Exercise goal:
Report every line of the records that includes the word "Μπιζανίου".
=== Section Start ===
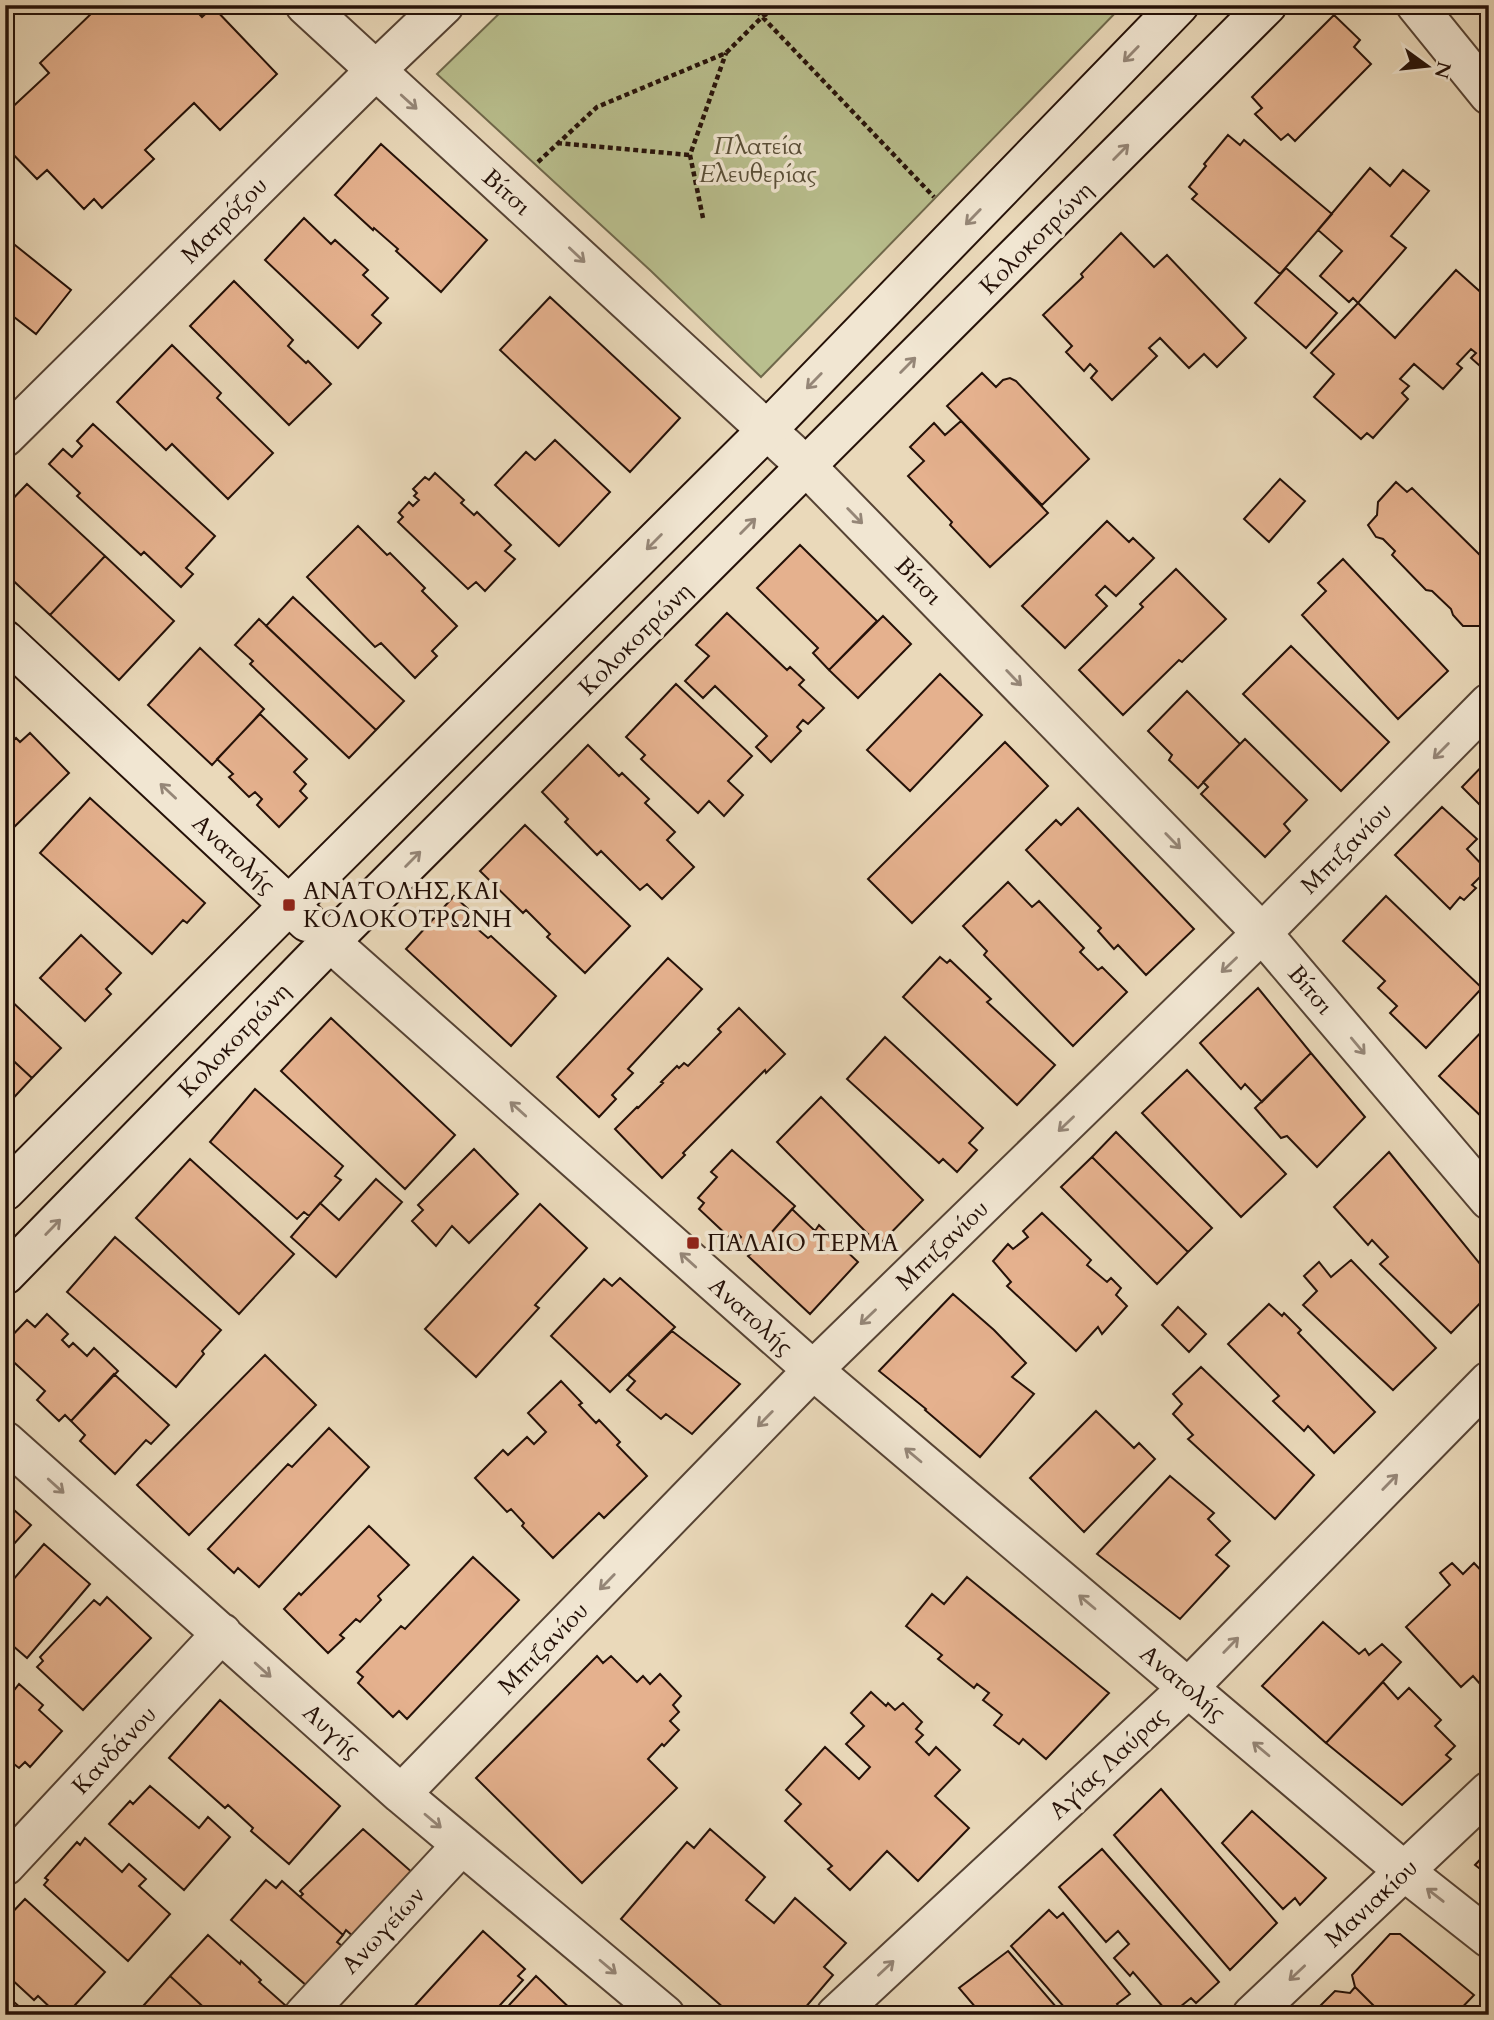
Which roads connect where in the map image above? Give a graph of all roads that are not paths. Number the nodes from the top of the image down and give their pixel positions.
1 (305, 5) edge
2 (444, 5) edge
3 (1179, 5) edge
4 (1267, 5) edge
5 (1416, 5) edge
6 (375, 71) junction
7 (1489, 95) edge
8 (767, 430) junction
9 (5, 437) edge
10 (807, 467) junction
11 (5, 640) edge
12 (1489, 702) edge
13 (289, 905) junction
14 (1262, 933) junction
15 (330, 942) junction
16 (5, 1191) edge
17 (1489, 1200) edge
18 (5, 1276) edge
19 (813, 1370) junction
20 (1489, 1381) edge
21 (5, 1441) edge
22 (222, 1633) junction
23 (1188, 1688) junction
24 (1489, 1791) edge
25 (401, 1794) junction
26 (462, 1845) junction
27 (5, 1866) edge
28 (1404, 1871) junction
29 (1489, 1938) edge
30 (304, 2015) edge
31 (665, 2015) edge
32 (836, 2015) edge
33 (1252, 2015) edge

1 - 6 street, Βίτσι
2 - 6 street, Ματρόζου
3 -> 8 street
10 -> 4 street, Κολοκοτρώνη
5 - 7 street
6 -> 8 street, Βίτσι
6 - 9 street, Ματρόζου
8 - 10 street, Βίτσι
8 -> 13 street
10 -> 14 street, Βίτσι
15 -> 10 street, Κολοκοτρώνη
13 -> 11 street, Ανατολής
12 -> 14 street, Μπιζανίου
13 - 15 street, Ανατολής
13 - 16 street
14 -> 17 street, Βίτσι
14 -> 19 street, Μπιζανίου
18 -> 15 street, Κολοκοτρώνη
19 -> 15 street, Ανατολής
23 -> 19 street, Ανατολής
19 -> 25 street, Μπιζανίου
23 -> 20 street, Αγίας Λαύρας
21 -> 22 street, Αυγής
22 -> 25 street, Αυγής
22 - 27 street, Κανδάνου
28 -> 23 street, Ανατολής
32 -> 23 street, Αγίας Λαύρας
24 - 28 street, Μανιακίου
25 -> 26 street, Αυγής
26 - 30 street, Ανωγείων
26 -> 31 street, Αυγής
29 -> 28 street, Ανατολής
28 -> 33 street, Μανιακίου

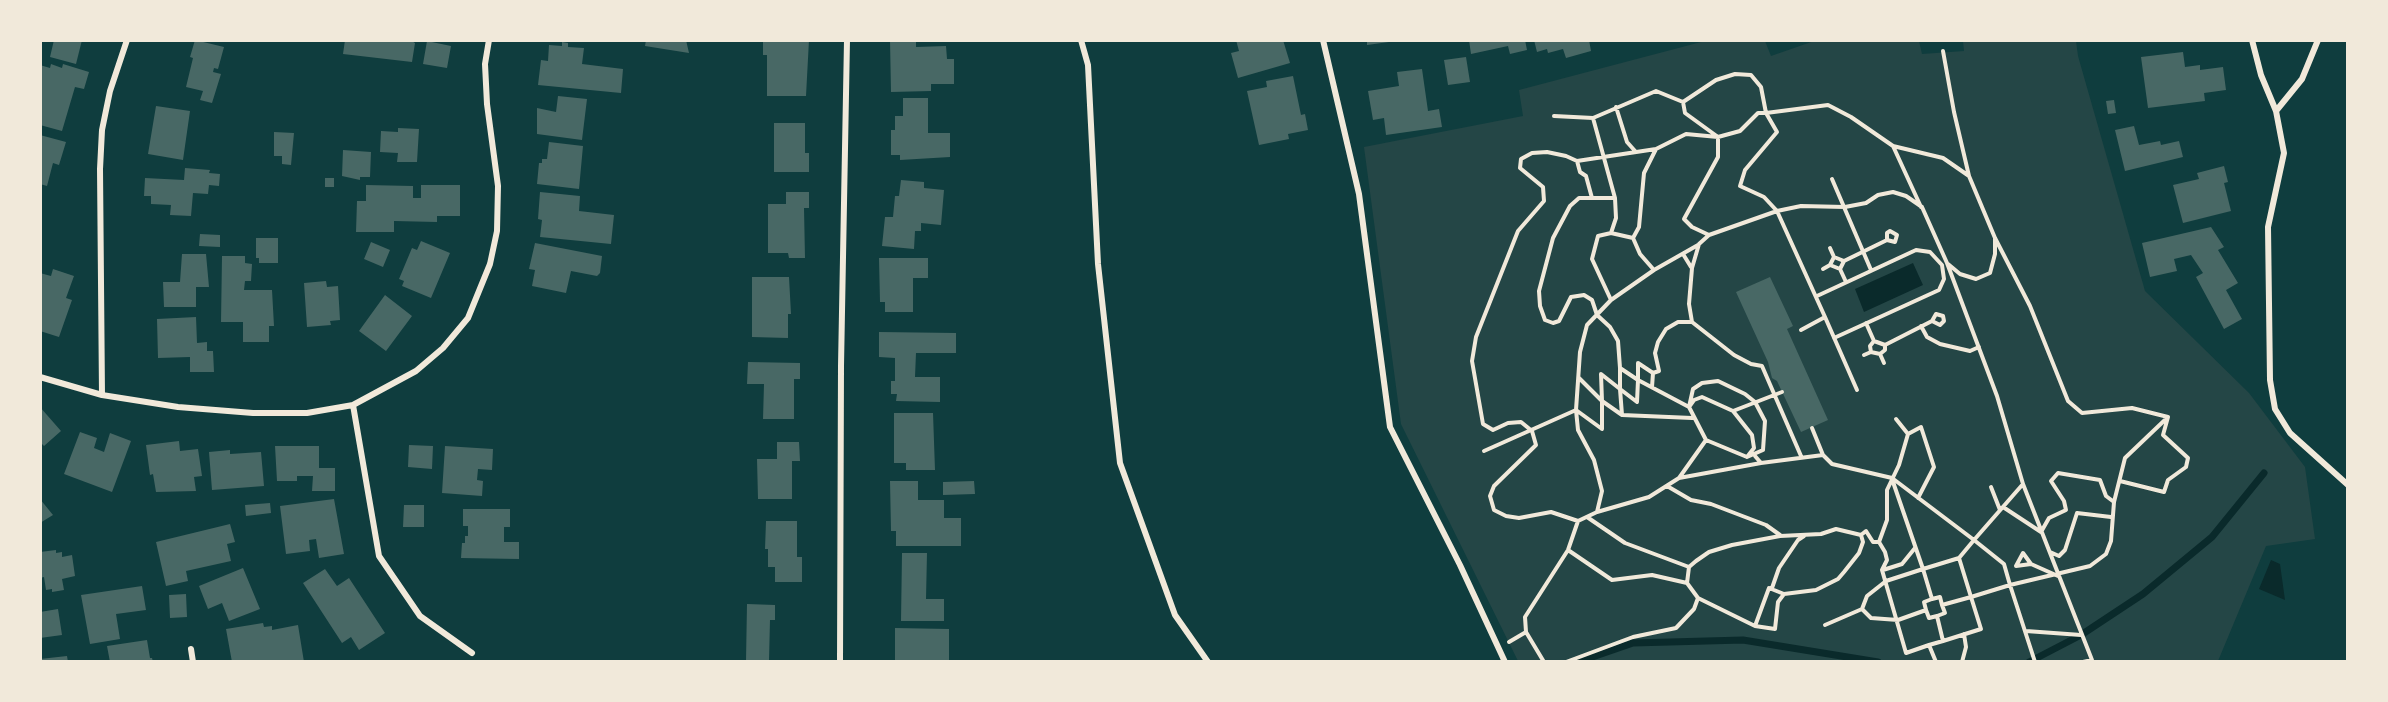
=== Section End ===
Answer for the task:
12 -> 14 street, Μπιζανίου
14 -> 19 street, Μπιζανίου
19 -> 25 street, Μπιζανίου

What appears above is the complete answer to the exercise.